WHAT YOU SHOULD DO: Go through the entries below and copy each line containing the word "roads".

------ SOURCE INFORMATION ------

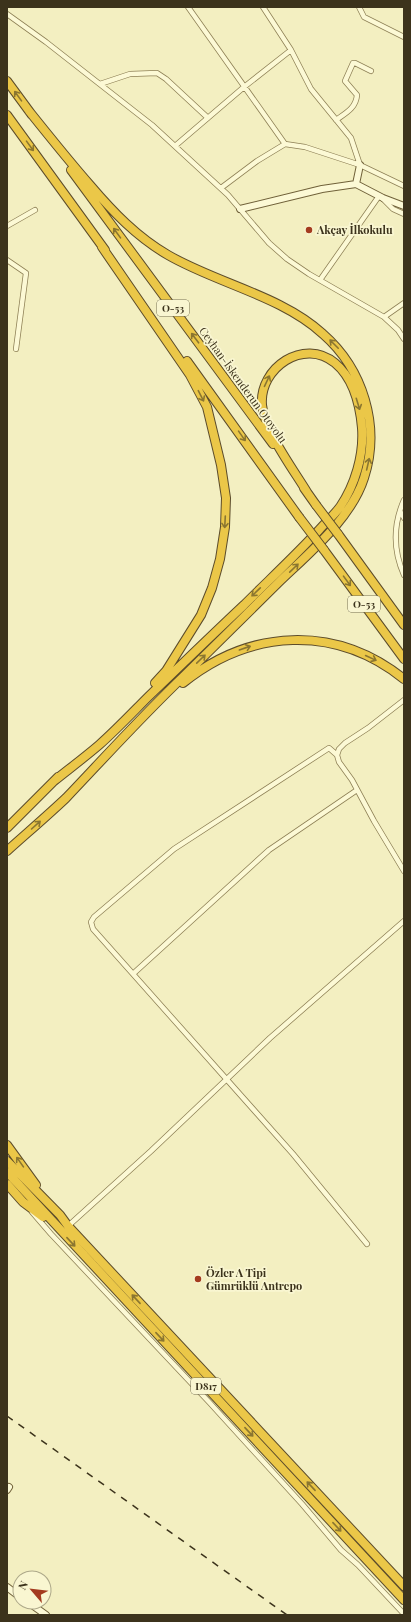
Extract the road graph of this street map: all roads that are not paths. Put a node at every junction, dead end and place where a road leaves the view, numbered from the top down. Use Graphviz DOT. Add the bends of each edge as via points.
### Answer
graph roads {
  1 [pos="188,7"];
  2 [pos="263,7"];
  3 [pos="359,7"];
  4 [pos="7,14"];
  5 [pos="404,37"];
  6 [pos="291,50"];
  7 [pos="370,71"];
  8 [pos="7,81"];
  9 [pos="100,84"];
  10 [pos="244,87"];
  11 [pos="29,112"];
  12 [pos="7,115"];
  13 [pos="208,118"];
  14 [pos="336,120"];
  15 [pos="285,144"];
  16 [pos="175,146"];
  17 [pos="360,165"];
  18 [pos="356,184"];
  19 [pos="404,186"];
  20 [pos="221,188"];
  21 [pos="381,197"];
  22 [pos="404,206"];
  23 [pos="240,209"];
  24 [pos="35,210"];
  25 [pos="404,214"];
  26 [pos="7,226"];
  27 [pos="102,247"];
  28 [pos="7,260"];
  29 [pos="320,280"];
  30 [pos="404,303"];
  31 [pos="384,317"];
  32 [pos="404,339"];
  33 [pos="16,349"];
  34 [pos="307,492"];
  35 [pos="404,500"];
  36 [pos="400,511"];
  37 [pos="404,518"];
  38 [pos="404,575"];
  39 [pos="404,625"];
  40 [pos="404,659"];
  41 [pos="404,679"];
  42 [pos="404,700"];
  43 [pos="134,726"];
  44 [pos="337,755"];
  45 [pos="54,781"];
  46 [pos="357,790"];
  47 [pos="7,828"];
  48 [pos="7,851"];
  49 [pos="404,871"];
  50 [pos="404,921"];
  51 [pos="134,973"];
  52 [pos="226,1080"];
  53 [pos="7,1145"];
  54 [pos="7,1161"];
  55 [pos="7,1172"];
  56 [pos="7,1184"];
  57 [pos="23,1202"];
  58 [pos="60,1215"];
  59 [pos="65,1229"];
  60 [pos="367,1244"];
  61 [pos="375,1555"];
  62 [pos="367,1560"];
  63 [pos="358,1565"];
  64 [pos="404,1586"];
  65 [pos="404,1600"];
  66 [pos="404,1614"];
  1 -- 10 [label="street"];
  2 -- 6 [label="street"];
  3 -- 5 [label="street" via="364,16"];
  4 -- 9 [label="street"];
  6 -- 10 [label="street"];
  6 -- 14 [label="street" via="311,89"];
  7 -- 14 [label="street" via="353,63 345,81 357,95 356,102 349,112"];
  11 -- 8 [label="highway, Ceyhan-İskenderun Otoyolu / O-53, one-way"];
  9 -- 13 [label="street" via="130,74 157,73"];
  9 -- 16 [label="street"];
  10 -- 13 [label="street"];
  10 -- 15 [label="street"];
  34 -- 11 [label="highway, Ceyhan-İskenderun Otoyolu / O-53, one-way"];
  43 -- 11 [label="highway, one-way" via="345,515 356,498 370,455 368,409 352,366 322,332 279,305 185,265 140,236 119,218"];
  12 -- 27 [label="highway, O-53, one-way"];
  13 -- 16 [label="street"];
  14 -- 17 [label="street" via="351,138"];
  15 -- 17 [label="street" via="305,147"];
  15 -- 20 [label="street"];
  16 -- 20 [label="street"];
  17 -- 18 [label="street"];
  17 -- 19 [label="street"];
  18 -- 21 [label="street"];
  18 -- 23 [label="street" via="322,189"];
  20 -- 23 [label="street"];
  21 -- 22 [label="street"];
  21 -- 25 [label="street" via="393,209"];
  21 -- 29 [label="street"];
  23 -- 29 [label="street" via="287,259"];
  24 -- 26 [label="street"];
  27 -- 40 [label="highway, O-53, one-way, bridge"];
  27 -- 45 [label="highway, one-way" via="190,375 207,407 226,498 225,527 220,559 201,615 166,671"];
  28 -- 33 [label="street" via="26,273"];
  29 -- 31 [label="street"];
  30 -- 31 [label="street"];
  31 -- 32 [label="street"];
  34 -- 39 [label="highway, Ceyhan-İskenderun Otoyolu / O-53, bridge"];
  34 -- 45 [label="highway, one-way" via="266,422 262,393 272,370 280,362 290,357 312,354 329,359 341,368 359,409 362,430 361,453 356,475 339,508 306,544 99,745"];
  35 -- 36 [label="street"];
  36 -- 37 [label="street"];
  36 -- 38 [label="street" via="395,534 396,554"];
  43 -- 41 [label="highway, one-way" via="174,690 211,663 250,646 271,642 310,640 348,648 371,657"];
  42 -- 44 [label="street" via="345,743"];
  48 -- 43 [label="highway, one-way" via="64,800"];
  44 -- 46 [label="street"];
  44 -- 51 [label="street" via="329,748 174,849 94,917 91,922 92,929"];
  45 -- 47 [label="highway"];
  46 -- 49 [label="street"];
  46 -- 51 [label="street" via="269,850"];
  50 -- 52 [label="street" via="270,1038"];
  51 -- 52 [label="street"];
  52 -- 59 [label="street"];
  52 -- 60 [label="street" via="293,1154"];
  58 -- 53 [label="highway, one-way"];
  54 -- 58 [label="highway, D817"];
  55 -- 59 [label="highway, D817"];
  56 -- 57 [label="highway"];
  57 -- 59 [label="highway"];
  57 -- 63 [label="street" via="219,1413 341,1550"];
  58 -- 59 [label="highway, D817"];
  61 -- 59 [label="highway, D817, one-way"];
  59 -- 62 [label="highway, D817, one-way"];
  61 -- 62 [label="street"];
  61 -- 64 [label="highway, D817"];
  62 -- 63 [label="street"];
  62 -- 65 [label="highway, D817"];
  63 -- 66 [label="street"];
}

------

TASK OUTPUT:
Extract the road graph of this street map: all roads that are not paths. Put a node at every junction, dead end and place where a road leaves the view, numbered from the top down. Use Graphviz DOT. Add the bends of each edge as via points.
graph roads {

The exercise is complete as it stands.